● **Task item**:
Exactly the lines below starting at the line with "Left hand at" and ending at the line with "wrist: (417, 359)" are wanted, with both ends included. Leave out the pictures and add no other lines.

● **Dataset entries**:
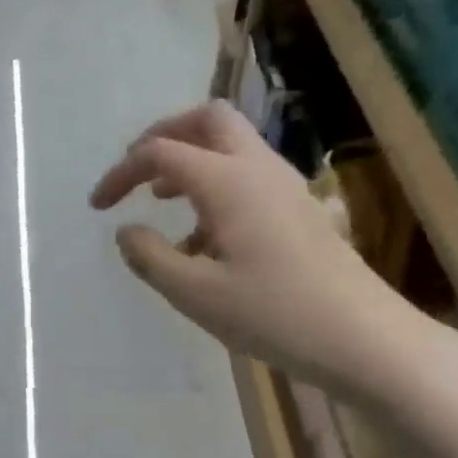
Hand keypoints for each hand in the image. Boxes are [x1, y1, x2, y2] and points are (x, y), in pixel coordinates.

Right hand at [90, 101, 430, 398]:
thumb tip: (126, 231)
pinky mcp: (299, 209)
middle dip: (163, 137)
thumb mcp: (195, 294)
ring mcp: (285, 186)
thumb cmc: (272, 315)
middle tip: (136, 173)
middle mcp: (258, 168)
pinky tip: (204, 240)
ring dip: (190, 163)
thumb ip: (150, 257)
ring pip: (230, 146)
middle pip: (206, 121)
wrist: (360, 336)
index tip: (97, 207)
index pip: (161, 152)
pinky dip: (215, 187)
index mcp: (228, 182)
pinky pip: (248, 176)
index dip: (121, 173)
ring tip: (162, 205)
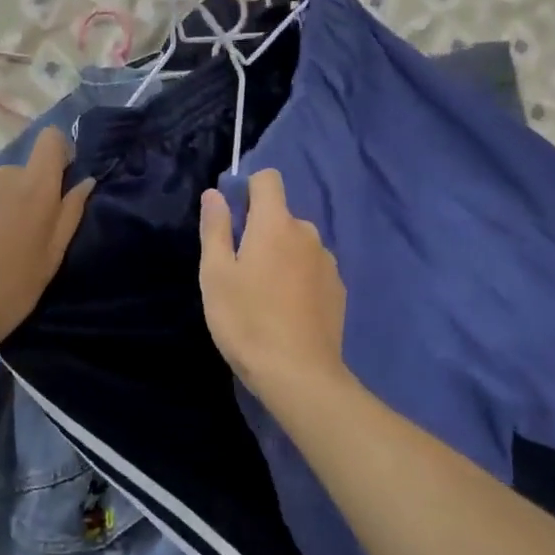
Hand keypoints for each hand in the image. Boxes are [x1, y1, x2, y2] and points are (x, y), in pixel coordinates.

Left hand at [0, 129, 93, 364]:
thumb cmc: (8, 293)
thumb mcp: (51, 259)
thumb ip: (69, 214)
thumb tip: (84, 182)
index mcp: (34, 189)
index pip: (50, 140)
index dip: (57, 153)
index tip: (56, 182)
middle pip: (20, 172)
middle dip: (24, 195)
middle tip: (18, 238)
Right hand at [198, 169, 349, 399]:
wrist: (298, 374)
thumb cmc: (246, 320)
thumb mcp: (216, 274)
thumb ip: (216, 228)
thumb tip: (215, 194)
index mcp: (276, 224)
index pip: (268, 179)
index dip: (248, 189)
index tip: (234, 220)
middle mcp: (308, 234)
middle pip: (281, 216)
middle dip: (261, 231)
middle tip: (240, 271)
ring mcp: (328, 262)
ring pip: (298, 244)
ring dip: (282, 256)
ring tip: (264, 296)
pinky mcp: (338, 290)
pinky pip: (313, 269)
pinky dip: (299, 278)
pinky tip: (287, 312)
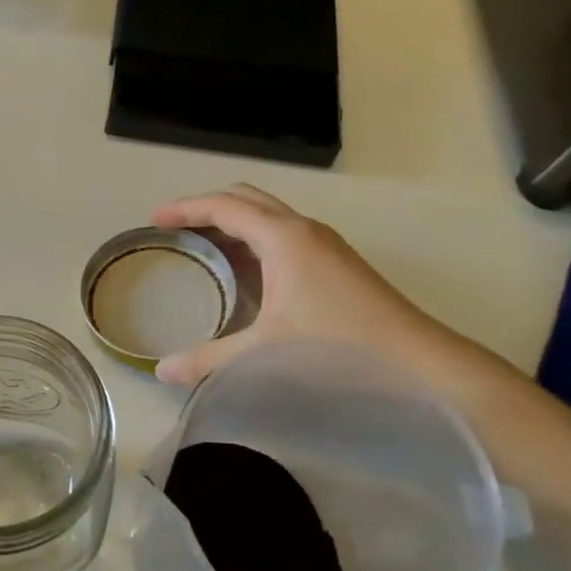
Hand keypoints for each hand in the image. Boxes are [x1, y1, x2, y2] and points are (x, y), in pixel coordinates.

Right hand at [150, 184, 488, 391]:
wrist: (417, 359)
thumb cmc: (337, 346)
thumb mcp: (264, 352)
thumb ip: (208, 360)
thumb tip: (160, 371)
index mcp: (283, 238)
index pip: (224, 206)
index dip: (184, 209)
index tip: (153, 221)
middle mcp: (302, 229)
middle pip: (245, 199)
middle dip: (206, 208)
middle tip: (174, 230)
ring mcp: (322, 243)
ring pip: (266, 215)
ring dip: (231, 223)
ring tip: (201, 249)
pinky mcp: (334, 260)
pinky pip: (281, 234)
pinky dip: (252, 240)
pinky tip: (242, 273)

● **Response box**:
Left hand at [0, 129, 93, 364]:
thumb cmc: (8, 293)
thumb mcp: (51, 259)
thumb ip: (69, 214)
thumb tip: (84, 182)
index mcp: (34, 189)
index pip: (50, 140)
index dip: (57, 153)
index tip: (56, 182)
middle pip: (20, 172)
middle dip: (24, 195)
middle tip: (18, 238)
Right hand at [198, 169, 349, 399]:
wrist: (298, 374)
thumb cmc: (246, 320)
thumb mcp: (216, 274)
thumb ip: (216, 228)
thumb tip: (215, 194)
index mcp: (276, 224)
index pip: (268, 179)
index dip: (248, 189)
index tip: (234, 220)
middle mcp: (308, 234)
middle pip: (281, 216)
middle dip: (261, 231)
middle tip: (240, 271)
ring mcp: (328, 262)
ring pip: (298, 244)
ring dip: (282, 256)
ring tip: (264, 296)
pinky mcp: (338, 290)
pinky pip: (313, 269)
pinky dip: (299, 278)
pinky tip: (287, 312)
Hand keypoints for each hand in the image. Boxes are [x1, y1, x2, y2] and points are (x, y), in pixel coordinates.

Right hand at [150, 184, 488, 391]:
wrist: (417, 359)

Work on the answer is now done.